There are around 130k 20bp sequences in the dataset, and I'm pretty sure that an all-vs-all approach is not feasible, but perhaps there's some trick that I'm missing.
What I thought of doing was looking at dimer and trimer/codon counts to hunt down sequences that were most similar. I found about 100 sequences that shared the same trimer count signature (but were not identical), and within this group found [only] one pair with 85% identity; all the remainder were 70% or less.
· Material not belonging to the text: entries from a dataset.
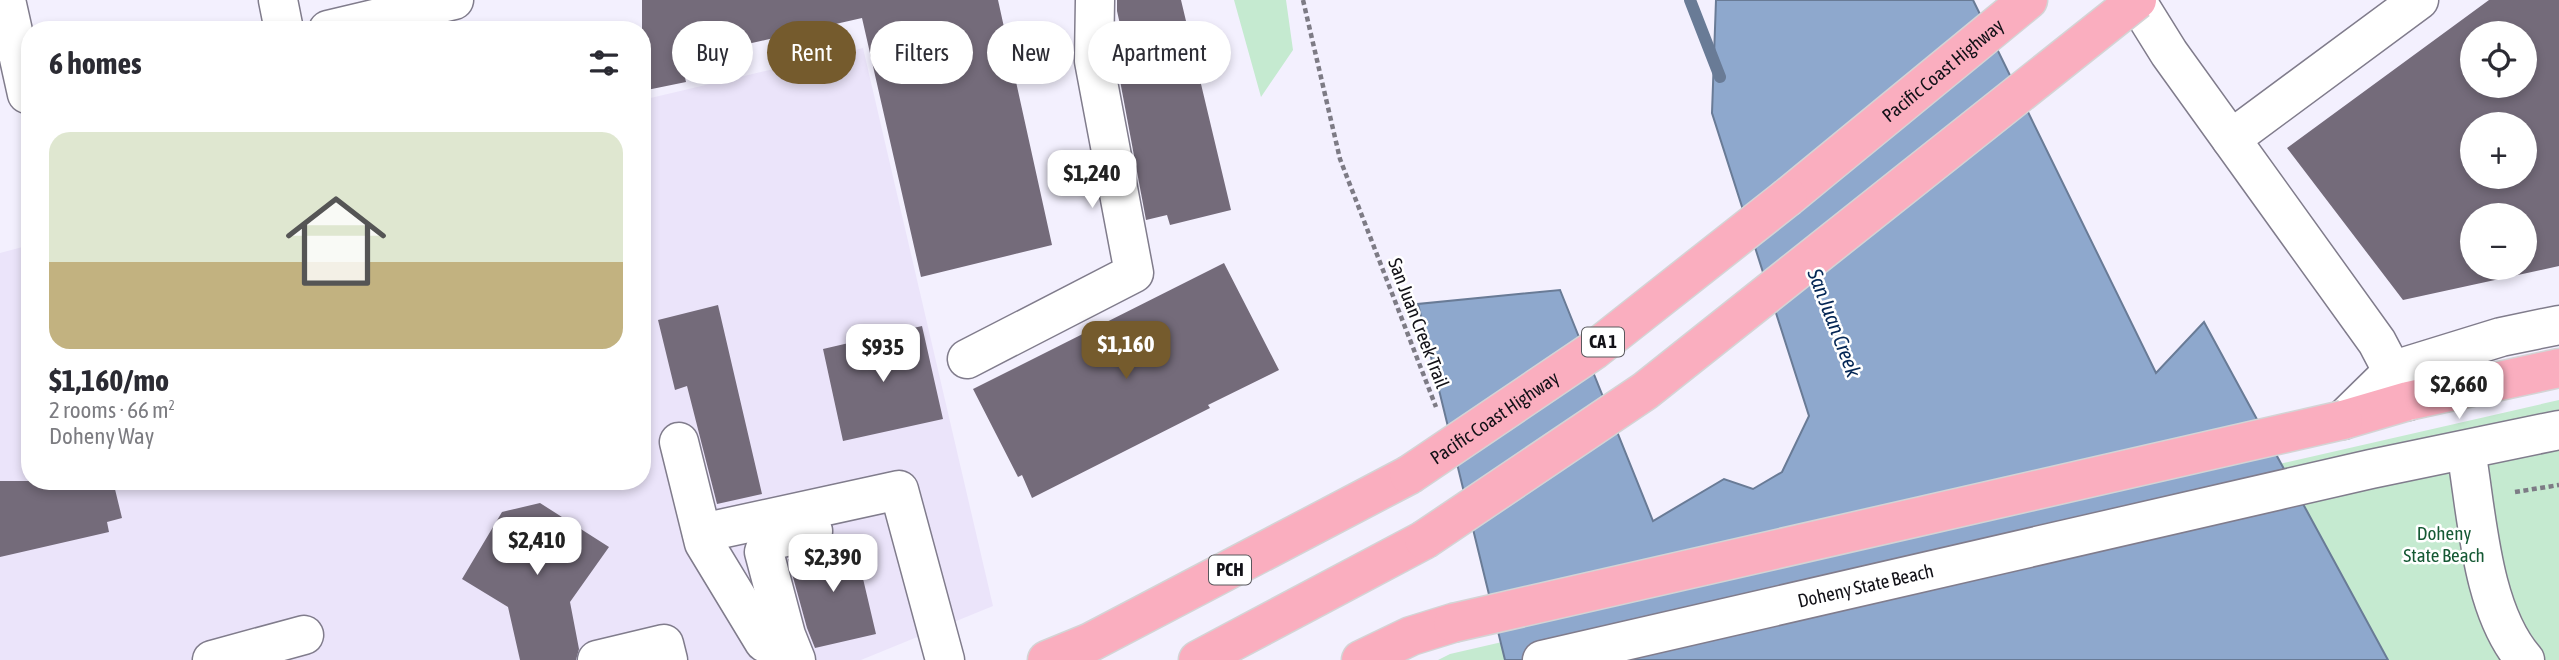 <!DOCTYPE html>
<html lang="en">
<head>
<meta charset="utf-8">
<style>
	:root { --surface:#fff; --page:#f2f2f3; --text:#2b2b33; --muted:#7c7c81; --accent:#755b2d }
	body { margin:0; font-family:"Asap Condensed",sans-serif; background:var(--page); color:var(--text); height:100vh; display:flex; flex-direction:column; font-size:26px; white-space:nowrap }
	* { box-sizing:border-box; margin:0 }
	p { font-size:23px; color:var(--muted) }
	.icon { flex:none; width:38px; height:38px; fill:none; stroke:currentColor; stroke-width:2; stroke-linecap:round; stroke-linejoin:round }
	.map { position:relative; flex:1; overflow:hidden }
	.drawer { position:absolute; left:21px; top:21px; width:630px; height:469px; display:flex; flex-direction:column; background:var(--surface); border-radius:28px; box-shadow:0 4px 10px #0003 }
	.drawer>* { flex:none }
	.hud { position:absolute; left:672px; top:21px; width:665px; height:63px; display:flex; gap:14px }
	.tools { position:absolute; left:2460px; top:21px; display:grid; gap:14px }
	.tools a { display:grid; place-items:center; width:77px; height:77px; border-radius:50%; background:var(--surface); box-shadow:0 4px 10px #0003; font-size:35px }
	.price { position:absolute; translate:-50% -60px; padding:0 16px; border-radius:14px; background:#fff; color:#222; font-size:23px; line-height:46px; filter:drop-shadow(0 2px 4px #0008) }
	.price::after { content:''; position:absolute; left:50%; top:42px; width:21px; height:16px; margin-left:-10px; background:inherit; clip-path:polygon(0 0,100% 0,50% 100%) }
	.price.on { background:var(--accent); color:#fff }
	ul { padding:0; list-style:none }
	li { display:grid; align-content:center; gap:14px; height:371px; padding:0 28px }
	li span { display:grid; place-items:center; height:217px; border-radius:21px; color:#555 }
	li>.icon { margin-inline-start:auto }
	span .icon { width:126px; height:126px; fill:#fffc; stroke-width:1 }
	li b { font-size:30px }
	h2 { display:flex; justify-content:space-between; align-items:center; height:84px; padding:0 28px; font-size:30px }
	.tag { padding:0 24px; border-radius:32px; background:var(--surface); box-shadow:0 4px 10px #0003; font-size:24px; line-height:63px }
	.tag.on { background:var(--accent); color:#fff }
	.map>svg:first-child { display:block }
	.commercial { fill:#ebe4fa }
	.green { fill:#c5ead0 }
	.water { fill:#8ea8cd; stroke:#697b96; stroke-width:2 }
	.lines { fill:none; stroke-linecap:round; stroke-linejoin:round }
	.stream { stroke:#697b96; stroke-width:12 }
	.building { fill:#746b7a; fill-rule:evenodd }
	.minor-casing { stroke:#807c8c; stroke-width:41 }
	.highway-casing { stroke:#d4d4d5; stroke-width:41 }
	.path { stroke:#7d7b85; stroke-width:4.5; stroke-dasharray:5 3.5; stroke-linecap:butt }
	.minor { stroke:#fff; stroke-width:38 }
	.highway { stroke:#faaebf; stroke-width:38 }
	.highway-bridge-casing { stroke:#d4d4d5; stroke-width:41; stroke-linecap:butt }
	.highway-bridge { stroke:#faaebf; stroke-width:38 }
	.labels { text-anchor:middle; stroke-width:5; stroke-linejoin:round; paint-order:stroke }
	.shield { fill:#fff; stroke:#59585d; stroke-width:2 }
	.shield-label { font-size:18px; font-weight:bold; fill:#121117 }
	.street-label { font-size:19px; fill:#121117; stroke:#fff }
	.park-label { font-size:19px; fill:#155934; stroke:#fff }
	.water-label { font-size:21px; font-style:italic; fill:#052755; stroke:#fff }
</style>
</head>
<body>
<div class="map">
<svg width="2559" height="660" viewBox="0 0 2559 660">
	<rect width="100%" height="100%" fill="#f3f0fe"/>
	<path class="commercial" d="M 863,48 L 993,606 L 861,660 L 0,660 L 0,253 L 30,245 L 30,481 L 642,481 L 642,100 Z"/>
	<path class="green" d="M 1234,0 L 1286,0 L 1293,50 L 1261,97 Z
		M 2559,400 L 2559,660 L 1438,660 L 1450,654 Z"/>
	<path class="water" d="M 1716,0 L 1973,0 L 2156,373 L 2204,322 L 2388,660 L 1505,660 L 1418,304 L 1560,290 L 1653,521 L 1724,479 L 1753,489 L 1782,472 L 1809,416 L 1712,113 Z"/>
	<g class="lines">
		<path class="stream" d="M 1690,0 L 1720,77"/>
	</g>
	<path class="building" d="M 642,0 L 998,0 L 1052,245 L 921,277 L 862,18 L 681,59 L 686,82 L 642,91 Z
		M 1117,0 L 1181,0 L 1231,210 L 1170,225 L 1167,215 L 1146,220 L 1116,59 L 1116,53 L 1126,51 L 1117,11 Z
		M 2489,0 L 2559,0 L 2559,266 L 2403,300 L 2287,148 ZM 2473,33 L 2525,33 L 2525,86 L 2473,86 ZM 2473,124 L 2525,124 L 2525,177 L 2473,177 ZM 2473,215 L 2525,215 L 2525,268 L 2473,268 Z
		M 1224,263 L 1279,370 L 1208,405 L 1210,408 L 1032,498 L 1022,475 L 1018,477 L 973,389 Z
		M 718,305 L 762,494 L 717,504 L 687,386 L 675,390 L 658,320 Z
		M 922,326 L 943,419 L 843,441 L 823,349 Z
		M 0,481 L 113,481 L 122,518 L 107,522 L 109,532 L 0,557 Z
		M 540,503 L 609,547 L 570,602 L 579,649 L 576,660 L 520,660 L 508,607 L 462,579 L 502,512 Z
		M 853,536 L 876,634 L 815,648 L 807,628 L 788,559 L 818,552 L 827,548 L 832,541 Z"/>
	<g class="lines">
		<g class="minor-casing">
			<g id="minor">
				<path d="M 6,0 L 27,94"/>
				<path d="M 278,0 L 284,30"/>
				<path d="M 2136,0 L 2169,53 L 2377,342 L 2408,401"/>
				<path d="M 328,30 L 454,0"/>
				<path d="M 2231,139 L 2419,0"/>
				<path d="M 967,359 L 1134,273 L 1094,61 L 1095,0"/>
				<path d="M 2343,420 L 2394,370 L 2501,337 L 2559,325"/>
				<path d="M 679,442 L 704,543 L 764,642 L 793,659"/>
				<path d="M 2466,450 C 2477,514 2481,610 2525,660"/>
				<path d="M 702,533 L 899,490 L 945,660"/>
				<path d="M 212,660 L 304,635"/>
				<path d="M 597,660 L 664,644 L 668,660"/>
				<path d="M 796,660 L 786,635 L 764,552 L 768,541 L 813,531"/>
				<path id="s1" d="M 1542,660 L 2371,469 L 2559,430"/>
			</g>
		</g>
		<g class="highway-casing">
			<g id="highway">
				<path id="s2" d="M 1788,197 L 2028,0"/>
				<path d="M 2343,420 L 2408,401 L 2559,368"/>
				<path d="M 1047,660 L 1091,642 L 1409,475"/>
				<path d="M 1198,660 L 1424,540"/>
				<path d="M 1361,660 L 1411,636 L 1453,623"/>
			</g>
		</g>
		<path class="path" d="M 1303,0 L 1340,159 L 1436,407
			M 2515,492 L 2559,485"/>
		<use href="#minor" class="minor"/>
		<use href="#highway" class="highway"/>
		<g class="highway-bridge-casing">
			<g id="highway-bridge">
				<path id="s3" d="M 1409,475 L 1594,350 L 1788,197"/>
				<path d="M 1424,540 L 1645,391 L 2137,0"/>
				<path d="M 1453,623 L 2343,420"/>
			</g>
		</g>
		<use href="#highway-bridge" class="highway-bridge"/>
	</g>
	<g class="labels">
		<g class="shield">
			<rect x="1582" y="327.5" width="42" height="29" rx="5"/>
			<rect x="1209" y="555.5" width="42" height="29" rx="5"/>
		</g>
		<g class="shield-label">
			<text x="1603" y="348">CA 1</text>
			<text x="1230" y="576">PCH</text>
		</g>
		<g class="street-label">
			<text dy="7" stroke="none"><textPath href="#s2" startOffset="200">Pacific Coast Highway</textPath></text>
			<text transform="translate(1419 323) rotate(69)" y="7">San Juan Creek Trail</text>
			<text dy="7" stroke="none"><textPath href="#s3" startOffset="103">Pacific Coast Highway</textPath></text>
			<text dy="7" stroke="none"><textPath href="#s1" startOffset="332">Doheny State Beach</textPath></text>
		</g>
		<g class="park-label">
			<text x="2444" y="540">Doheny<tspan x="2444" dy="22">State Beach</tspan></text>
		</g>
		<g class="water-label">
			<text transform="translate(1834 323) rotate(69)" y="7">San Juan Creek</text>
		</g>
	</g>
</svg>
<div class="tools">
<a><svg class="icon" aria-label="locate" viewBox="0 0 24 24"><circle cx="12" cy="12" r="6"/><path d="M12 2v4M12 18v4M2 12h4M18 12h4"/></svg></a>
<a>+</a>
<a>−</a>
</div>
<b class="price" style="left:1092px;top:210px">$1,240</b>
<b class="price on" style="left:1126px;top:381px">$1,160</b>
<b class="price" style="left:883px;top:384px">$935</b>
<b class="price" style="left:2459px;top:421px">$2,660</b>
<b class="price" style="left:537px;top:577px">$2,410</b>
<b class="price" style="left:833px;top:594px">$2,390</b>
<div class="hud">
<a class="tag">Buy</a>
<a class="tag on">Rent</a>
<a class="tag">Filters</a>
<a class="tag">New</a>
<a class="tag">Apartment</a>
</div>
<section class="drawer">
<h2>6 homes<svg class="icon" aria-label="filters" viewBox="0 0 24 24"><path d="M4 7h16M4 17h16"/><circle cx="9" cy="7" r="2"/><circle cx="15" cy="17" r="2"/></svg></h2>
<ul>
<li><span style="background:linear-gradient(#dfe7d0 60%,#c2b280 0)"><svg class="icon" aria-label="home" viewBox="0 0 24 24"><path d="M3 11l9-7 9 7M6 9v11h12V9"/></svg></span><div><b>$1,160/mo</b><p>2 rooms · 66 m²</p><p>Doheny Way</p></div></li>
</ul>
</section>
</div>
</body>
</html>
... but I'm having trouble ignoring the doubt I have that these two sequences are the most similar. It might be possible that there are sequences in the dataset that don't have identical trimer count signatures, but differ by less than three bases. I'll give a very obvious example (which isn't in the dataset):
1: AAAAA AAAAA AAAAA AAAAA
2: AAAAC AAAAA AAAAA AAAAA
The trimer counts for these two sequences are different (Sequence 1 -- AAA: 18; Sequence 2 -- AAA: 15; AAC: 1; ACA: 1; CAA: 1), and yet the sequences are only 1 base different (which might be a problem for the MinION). How can I work out if any such sequence pairs exist in the dataset?